((

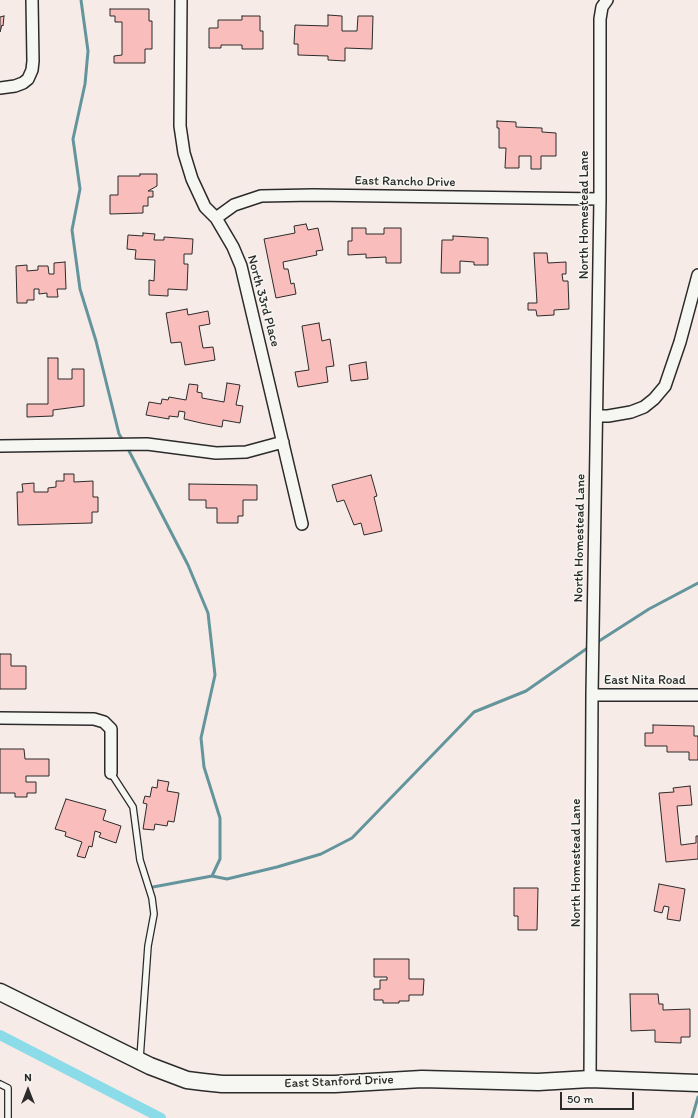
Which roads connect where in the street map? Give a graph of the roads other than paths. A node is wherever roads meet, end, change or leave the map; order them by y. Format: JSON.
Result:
{"nodes":[{"id":1,"x":32,"y":0,"type":"edge"},
{"id":2,"x":181,"y":0,"type":"edge"},
{"id":3,"x":607,"y":0,"type":"edge"},
{"id":4,"x":0,"y":88,"type":"edge"},
{"id":5,"x":600,"y":199,"type":"junction"},
{"id":6,"x":216,"y":218,"type":"junction"},
{"id":7,"x":698,"y":275,"type":"edge"},
{"id":8,"x":597,"y":416,"type":"junction"},
{"id":9,"x":284,"y":442,"type":"junction"},
{"id":10,"x":0,"y":446,"type":"edge"},
{"id":11,"x":302,"y":524,"type":"dead end"},
{"id":12,"x":592,"y":695,"type":"junction"},
{"id":13,"x":698,"y":695,"type":"edge"},
{"id":14,"x":0,"y":718,"type":"edge"},
{"id":15,"x":111,"y":773,"type":"joint"},
{"id":16,"x":0,"y":992,"type":"edge"},
{"id":17,"x":140,"y":1061,"type":"junction"},
{"id":18,"x":590,"y":1079,"type":"junction"},
{"id":19,"x":698,"y":1083,"type":"edge"},
{"id":20,"x":0,"y":1084,"type":"edge"},
{"id":21,"x":8,"y":1118,"type":"edge"}],
"edges":[{"from":1,"to":4,"type":"street"},
{"from":2,"to":6,"type":"street","name":"North 33rd Place"},
{"from":3,"to":5,"type":"street","name":"North Homestead Lane"},
{"from":5,"to":6,"type":"street","name":"East Rancho Drive"},
{"from":5,"to":8,"type":"street","name":"North Homestead Lane"},
{"from":6,"to":9,"type":"street","name":"North 33rd Place"},
{"from":7,"to":8,"type":"street"},
{"from":8,"to":12,"type":"street","name":"North Homestead Lane"},
{"from":9,"to":10,"type":"street"},
{"from":9,"to":11,"type":"street","name":"North 33rd Place"},
{"from":12,"to":13,"type":"street","name":"East Nita Road"},
{"from":12,"to":18,"type":"street","name":"North Homestead Lane"},
{"from":14,"to":15,"type":"street"},
{"from":15,"to":17,"type":"lane"},
{"from":16,"to":17,"type":"street","name":"East Stanford Drive"},
{"from":17,"to":18,"type":"street","name":"East Stanford Drive"},
{"from":18,"to":19,"type":"street","name":"East Stanford Drive"},
{"from":20,"to":21,"type":"lane"}]}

))

- [The problem]: Pictures stay out. Everything else in the listing gets printed exactly.

- [Response]:
Which roads connect where in the street map? Give a graph of the roads other than paths. A node is wherever roads meet, end, change or leave the map; order them by y. Format: JSON.
Result:
{"nodes":[{"id":1,"x":32,"y":0,"type":"edge"},
{"id":2,"x":181,"y":0,"type":"edge"},
{"id":3,"x":607,"y":0,"type":"edge"},
{"id":4,"x":0,"y":88,"type":"edge"},
{"id":5,"x":600,"y":199,"type":"junction"},
{"id":6,"x":216,"y":218,"type":"junction"},
{"id":7,"x":698,"y":275,"type":"edge"},
{"id":8,"x":597,"y":416,"type":"junction"},
{"id":9,"x":284,"y":442,"type":"junction"},
{"id":10,"x":0,"y":446,"type":"edge"},
{"id":11,"x":302,"y":524,"type":"dead end"},
{"id":12,"x":592,"y":695,"type":"junction"},
{"id":13,"x":698,"y":695,"type":"edge"},
{"id":14,"x":0,"y":718,"type":"edge"},
{"id":15,"x":111,"y":773,"type":"joint"},
{"id":16,"x":0,"y":992,"type":"edge"},
{"id":17,"x":140,"y":1061,"type":"junction"},
{"id":18,"x":590,"y":1079,"type":"junction"},
{"id":19,"x":698,"y":1083,"type":"edge"},
{"id":20,"x":0,"y":1084,"type":"edge"},
{"id":21,"x":8,"y":1118,"type":"edge"}],
"edges":[{"from":1,"to":4,"type":"street"},
{"from":2,"to":6,"type":"street","name":"North 33rd Place"},
{"from":3,"to":5,"type":"street","name":"North Homestead Lane"},
{"from":5,"to":6,"type":"street","name":"East Rancho Drive"},
{"from":5,"to":8,"type":"street","name":"North Homestead Lane"},
{"from":6,"to":9,"type":"street","name":"North 33rd Place"},
{"from":7,"to":8,"type":"street"},
{"from":8,"to":12,"type":"street","name":"North Homestead Lane"},
{"from":9,"to":10,"type":"street"},
{"from":9,"to":11,"type":"street","name":"North 33rd Place"},
{"from":12,"to":13,"type":"street","name":"East Nita Road"},
{"from":12,"to":18,"type":"street","name":"North Homestead Lane"},
{"from":14,"to":15,"type":"street"},
{"from":15,"to":17,"type":"lane"},
{"from":16,"to":17,"type":"street","name":"East Stanford Drive"},
{"from":17,"to":18,"type":"street","name":"East Stanford Drive"},
{"from":18,"to":19,"type":"street","name":"East Stanford Drive"},
{"from":20,"to":21,"type":"lane"}]}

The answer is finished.